JoMingyu / google-play-scraper

Google play scraper for Python inspired by <facundoolano/google-play-scraper>
MIT License
726 stars 197 forks source link

[BUG] ReviewId now coming in two different formats #131

Open bromero-aviv opened 2 years ago

bromero-aviv commented 2 years ago

google_play_scraper.VERSION 1.1.0

Describe the bug Since 2 days ago, I'm getting different id's (different formats) for the same reviews. Some in the fomrat gp:AOqpTOEo4G_OphpsFbn5WQKTFrGDKK... and some in the format: 36ff9405-0c1e-4d59-b213-2000afeb87f9

Code

Iterate over different languages and countries:

results = reviews( 'com.android.chrome'., lang=language, # defaults to 'en' country=country, # defaults to 'us' sort=Sort.NEWEST, # defaults to Sort.MOST_RELEVANT count=25) print(results[:10]['reviewId'])

Expected behavior

0 gp:AOqpTOHEb48yO6K3CTJie843pxccgKPgwGa5Zjc94qY... ...
NaT 1 gp:AOqpTOEQbgjHZe-gfArY-rPH8rUSVU1vz_rKDa6YXlL... ...
NaT 2 gp:AOqpTOEc4kPaXyBH5oLzKIZeJyKH4iH-mbwHcytF1EX... ...
NaT 3 gp:AOqpTOE0jzhfiutRcSK4FJihd_6cRW6yQ4g54TJHJ6m... ...
NaT 4 gp:AOqpTOGEyN0KxOJ7Ec49yslGIep4WCeopmkafDR2KoA... ...
NaT 5 gp:AOqpTOHhZTiolkWtBRUP1wg6MaKM3XSXiJB8L7So2wO... ...
NaT 6 gp:AOqpTOGpvX648wHo_KrfN_8GqpWVPqd9TRXuph33LFd... ...
NaT 7 gp:AOqpTOH2M23hl33ZokSEoySdvpBAyAXjTum-dFrWRca... ... 8 gp:AOqpTOGm3y5e-BSRZgN6Egnc8lQ42n61pQqKvDe82GZ... ...
NaT 9 gp:AOqpTOHwOAVcGrgaqvlgG6BneaggZsok8LjdF8hIu5o... ...
NaT

Additional context I upgraded to 1.1.0 10 days ago, but this only started happening yesterday.

bromero-aviv commented 2 years ago

Even easier to test: Try to run your own test_reviews.py unittest and it will fail at: self.assertTrue( r["reviewId"].startswith("gp:AOqp") or r["reviewId"].startswith("lg:AOqp") )
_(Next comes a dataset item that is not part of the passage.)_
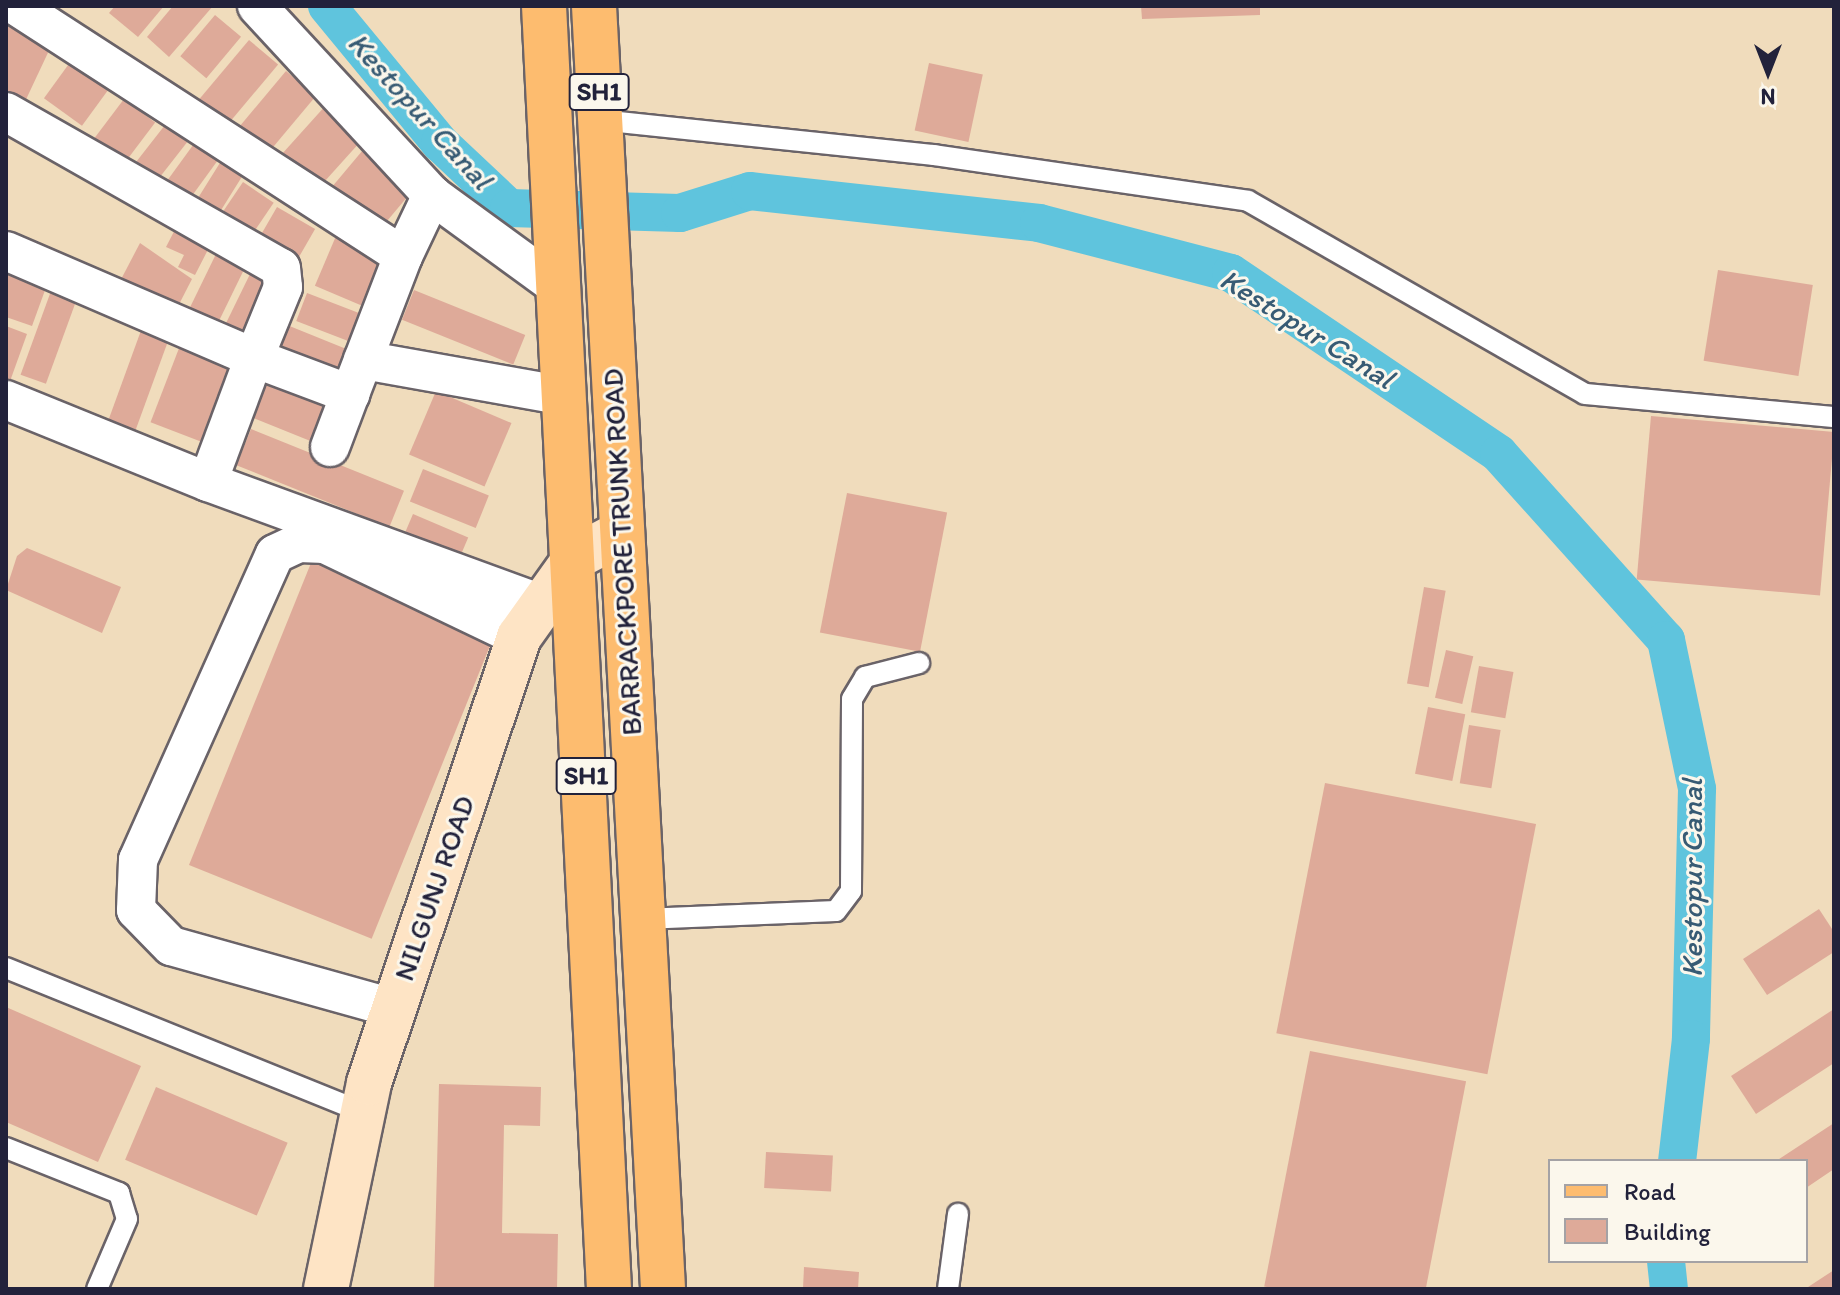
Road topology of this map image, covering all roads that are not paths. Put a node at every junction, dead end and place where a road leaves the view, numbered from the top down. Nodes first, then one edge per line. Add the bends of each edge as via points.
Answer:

erengul94 commented 2 years ago

I am also facing this problem as well. Just a note, first, they were two different formats as mention above. When try to run today, it becomes completly, "36ff9405-0c1e-4d59-b213-2000afeb87f9" this format

erengul94 commented 2 years ago

by the way, new format works while reply the content, so it's kind of proof that new format is valid as well.

kluhan commented 2 years ago

does anyone have an idea how to infer from the old ID to the new one? would be nice if it was just a hash function but so far i haven't found anything that fits.